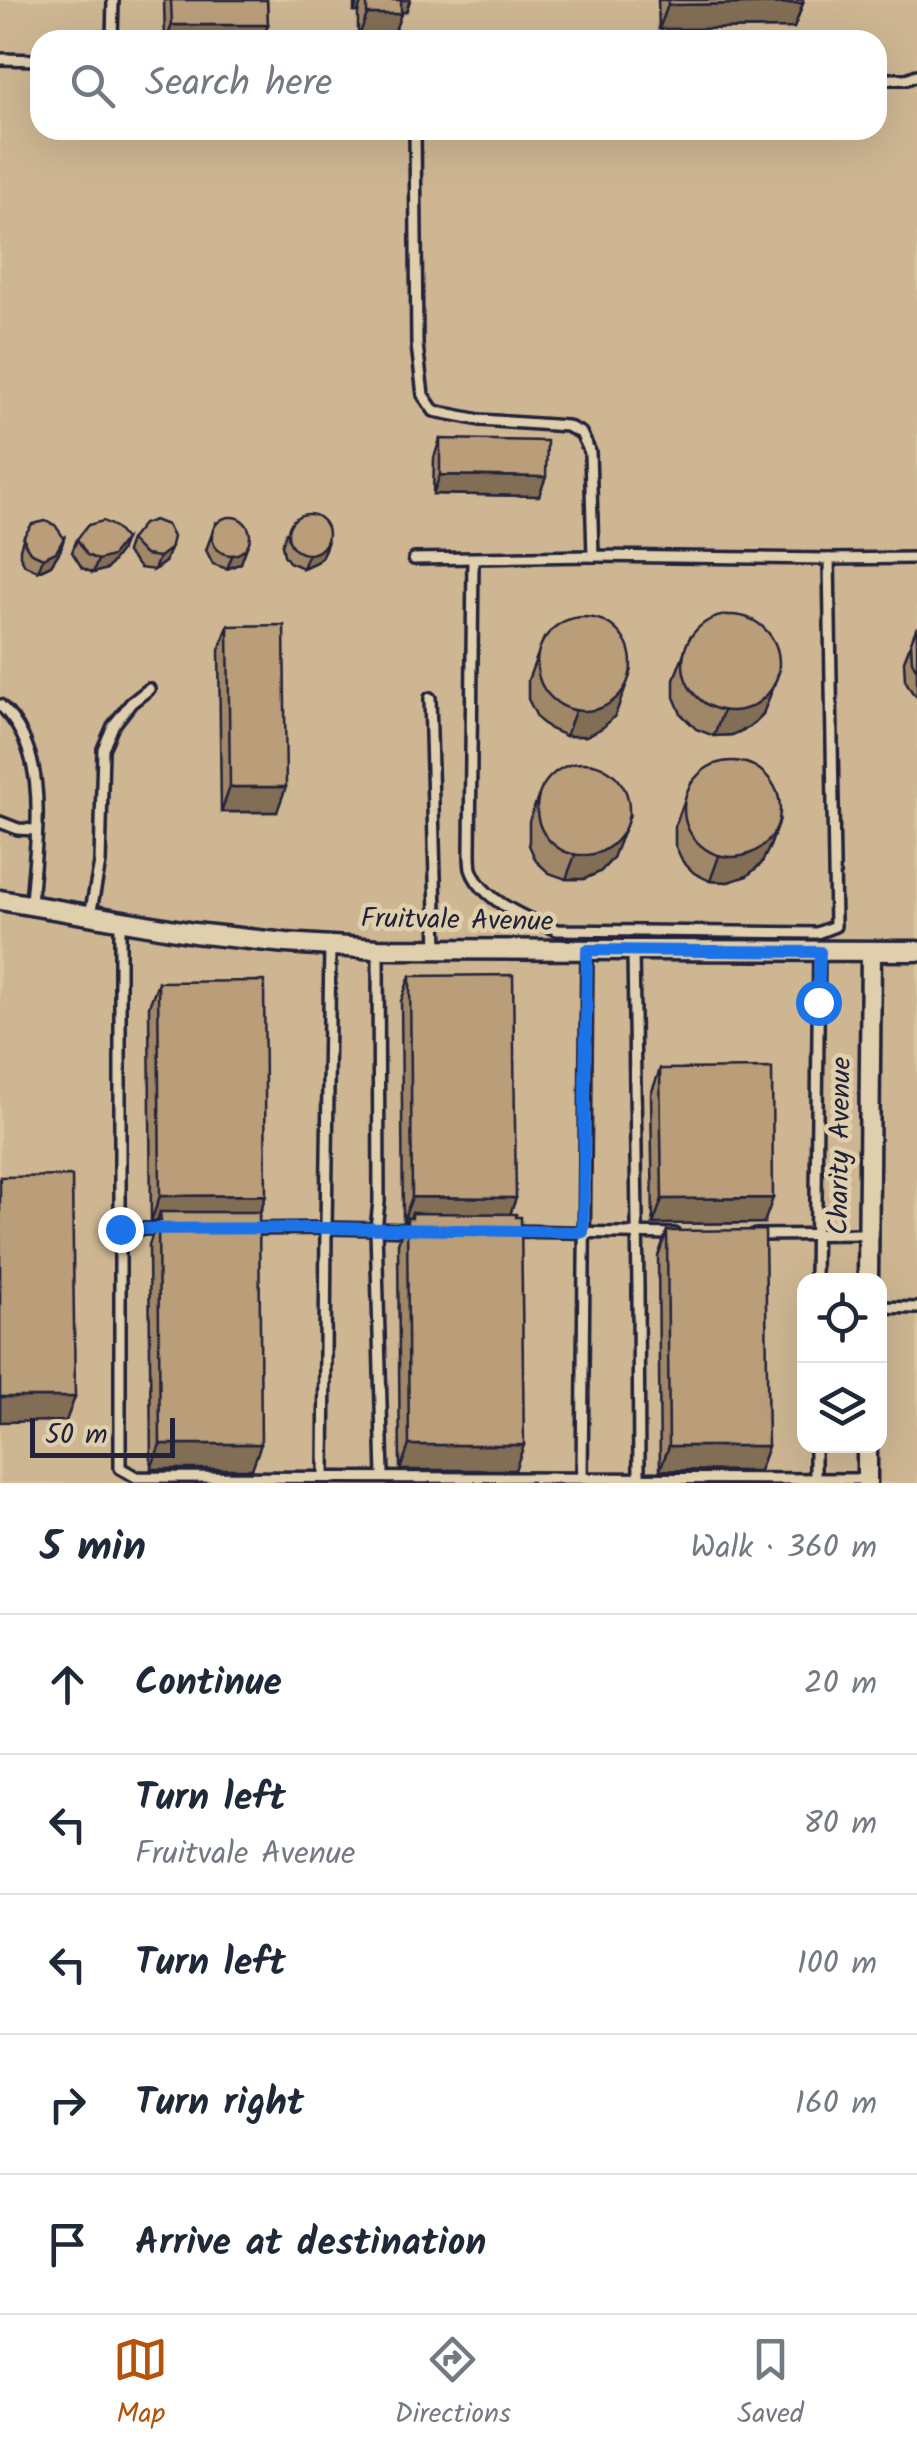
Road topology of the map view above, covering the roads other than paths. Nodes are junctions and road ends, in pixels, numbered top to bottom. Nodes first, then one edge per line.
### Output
1 (112, 0) edge
2 (112, 30) edge
3 (0, 59) edge
4 (30, 60) edge
5 (917, 76) edge
6 (887, 79) edge
7 (415, 140) edge
8 (594, 556) junction
9 (829, 558) junction
10 (917, 558) edge
11 (414, 559) dead end
12 (474, 559) junction
13 (149, 689) dead end
14 (430, 698) dead end
15 (0, 705) edge
16 (0, 822) edge
17 (35, 830) junction
18 (0, 900) edge
19 (31, 904) junction
20 (90, 914) junction
21 (120, 921) junction
22 (330, 946) junction
23 (378, 949) junction
24 (437, 949) junction
25 (587, 950) junction
26 (633, 950) junction
27 (917, 951) edge
28 (820, 952) junction
29 (870, 952) junction
30 (326, 1228) junction
31 (120, 1229) junction
32 (176, 1229) edge
33 (232, 1229) edge
34 (376, 1229) junction
35 (414, 1230) edge
36 (508, 1231) edge
37 (583, 1232) junction
38 (638, 1234) junction
39 (677, 1234) edge
40 (868, 1234) junction
41 (736, 1235) edge
42 (815, 1236) junction
43 (815, 1273) edge
44 (868, 1273) edge
45 (887, 1307) edge
46 (917, 1308) edge
47 (815, 1453) edge
48 (867, 1453) edge
49 (324, 1476) junction
50 (383, 1476) junction
51 (582, 1478) junction
52 (639, 1478) junction
53 (815, 1480) junction
54 (867, 1481) edge

1 - 2 lane
3 - 4 lane
5 - 6 lane
7 - 8 lane
8 - 9 lane
8 - 12 lane
9 - 10 lane
9 - 12 lane
11 - 12 lane
13 - 20 lane
14 - 24 lane
15 - 17 lane
16 - 17 lane
17 - 19 lane
18 - 19 street, Fruitvale Avenue
19 - 20 street, Fruitvale Avenue
20 - 21 street, Fruitvale Avenue
21 - 22 street, Fruitvale Avenue
21 - 31 lane
22 - 23 street, Fruitvale Avenue
22 - 30 lane
23 - 24 street, Fruitvale Avenue
23 - 34 lane
24 - 25 street, Fruitvale Avenue
25 - 26 street, Fruitvale Avenue
25 - 37 lane
26 - 28 street, Fruitvale Avenue
26 - 38 lane
27 - 29 street, Fruitvale Avenue
28 - 29 street, Fruitvale Avenue
28 - 42 lane
29 - 40 street, Charity Avenue
30 - 33 lane
30 - 34 lane
30 - 49 lane
31 - 32 lane
31 - 49 lane
34 - 35 lane
34 - 50 lane
36 - 37 lane
37 - 38 lane
37 - 51 lane
38 - 39 lane
38 - 52 lane
40 - 42 lane
40 - 44 street, Charity Avenue
41 - 42 lane
42 - 43 lane
45 - 46 lane
47 - 53 lane
48 - 54 street
49 - 50 lane
50 - 51 lane
51 - 52 lane
52 - 53 lane
53 - 54 lane

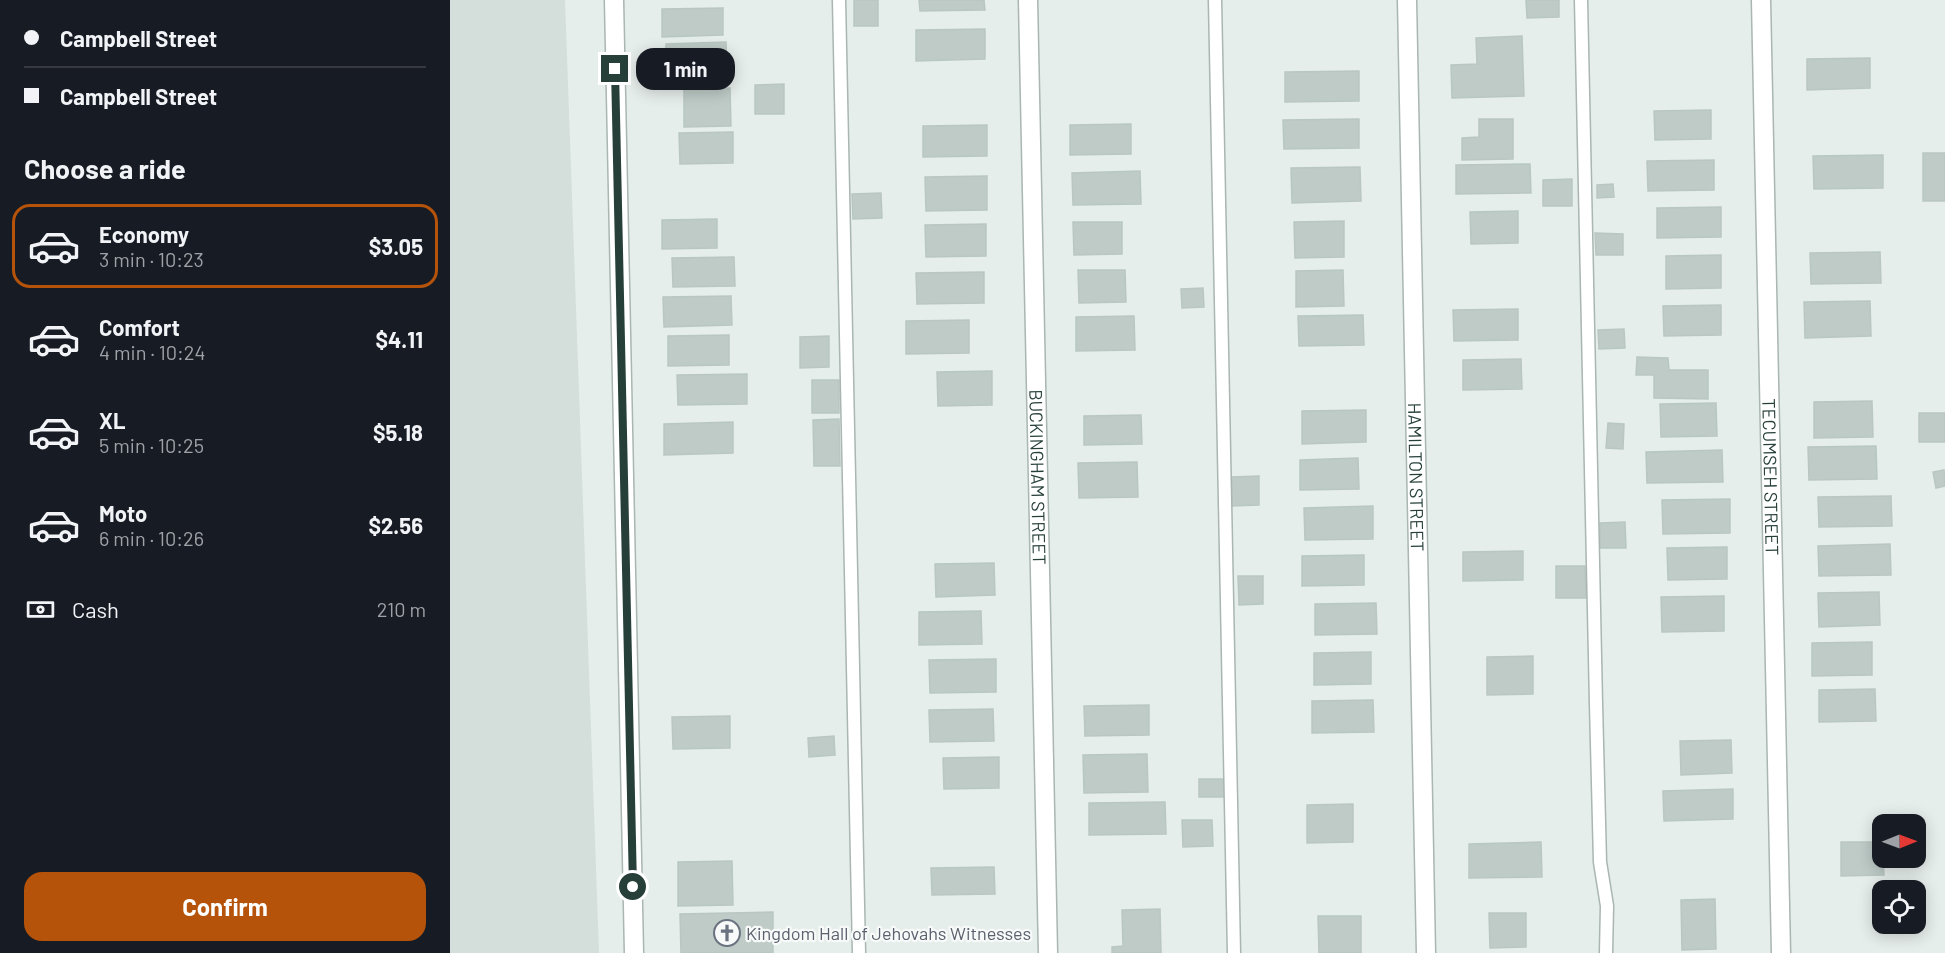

|---|

__WORK ORDER__: Without including any pictures, print all of the material exactly as given.

__ANSWER AREA__:
Road topology of the map view above, covering the roads other than paths. Nodes are junctions and road ends, in pixels, numbered top to bottom. Nodes first, then one edge per line.
### Output
1 (112, 0) edge
2 (112, 30) edge
3 (0, 59) edge
4 (30, 60) edge
5 (917, 76) edge
6 (887, 79) edge
7 (415, 140) edge
8 (594, 556) junction
9 (829, 558) junction
10 (917, 558) edge
11 (414, 559) dead end
12 (474, 559) junction
13 (149, 689) dead end
14 (430, 698) dead end
15 (0, 705) edge
16 (0, 822) edge
17 (35, 830) junction
18 (0, 900) edge
19 (31, 904) junction
20 (90, 914) junction
21 (120, 921) junction
22 (330, 946) junction
23 (378, 949) junction
24 (437, 949) junction
25 (587, 950) junction
26 (633, 950) junction
27 (917, 951) edge
28 (820, 952) junction
29 (870, 952) junction
30 (326, 1228) junction
31 (120, 1229) junction
32 (176, 1229) edge
33 (232, 1229) edge
34 (376, 1229) junction
35 (414, 1230) edge
36 (508, 1231) edge
37 (583, 1232) junction
38 (638, 1234) junction
39 (677, 1234) edge
40 (868, 1234) junction
41 (736, 1235) edge
42 (815, 1236) junction
43 (815, 1273) edge
44 (868, 1273) edge
45 (887, 1307) edge
46 (917, 1308) edge
47 (815, 1453) edge
48 (867, 1453) edge
49 (324, 1476) junction
50 (383, 1476) junction
51 (582, 1478) junction
52 (639, 1478) junction
53 (815, 1480) junction
54 (867, 1481) edge

1 - 2 lane
3 - 4 lane
5 - 6 lane
7 - 8 lane
8 - 9 lane
8 - 12 lane
9 - 10 lane
9 - 12 lane
11 - 12 lane
13 - 20 lane
14 - 24 lane
15 - 17 lane
16 - 17 lane
17 - 19 lane
18 - 19 street, Fruitvale Avenue
19 - 20 street, Fruitvale Avenue
20 - 21 street, Fruitvale Avenue
21 - 22 street, Fruitvale Avenue
21 - 31 lane
22 - 23 street, Fruitvale Avenue
22 - 30 lane
23 - 24 street, Fruitvale Avenue
23 - 34 lane
24 - 25 street, Fruitvale Avenue
25 - 26 street, Fruitvale Avenue
25 - 37 lane
26 - 28 street, Fruitvale Avenue
26 - 38 lane
27 - 29 street, Fruitvale Avenue
28 - 29 street, Fruitvale Avenue
28 - 42 lane
29 - 40 street, Charity Avenue
30 - 33 lane
30 - 34 lane
30 - 49 lane
31 - 32 lane
31 - 49 lane
34 - 35 lane
34 - 50 lane
36 - 37 lane
37 - 38 lane
37 - 51 lane
38 - 39 lane
38 - 52 lane
40 - 42 lane
40 - 44 street, Charity Avenue
41 - 42 lane
42 - 43 lane
45 - 46 lane
47 - 53 lane
48 - 54 street
49 - 50 lane
50 - 51 lane
51 - 52 lane
52 - 53 lane
53 - 54 lane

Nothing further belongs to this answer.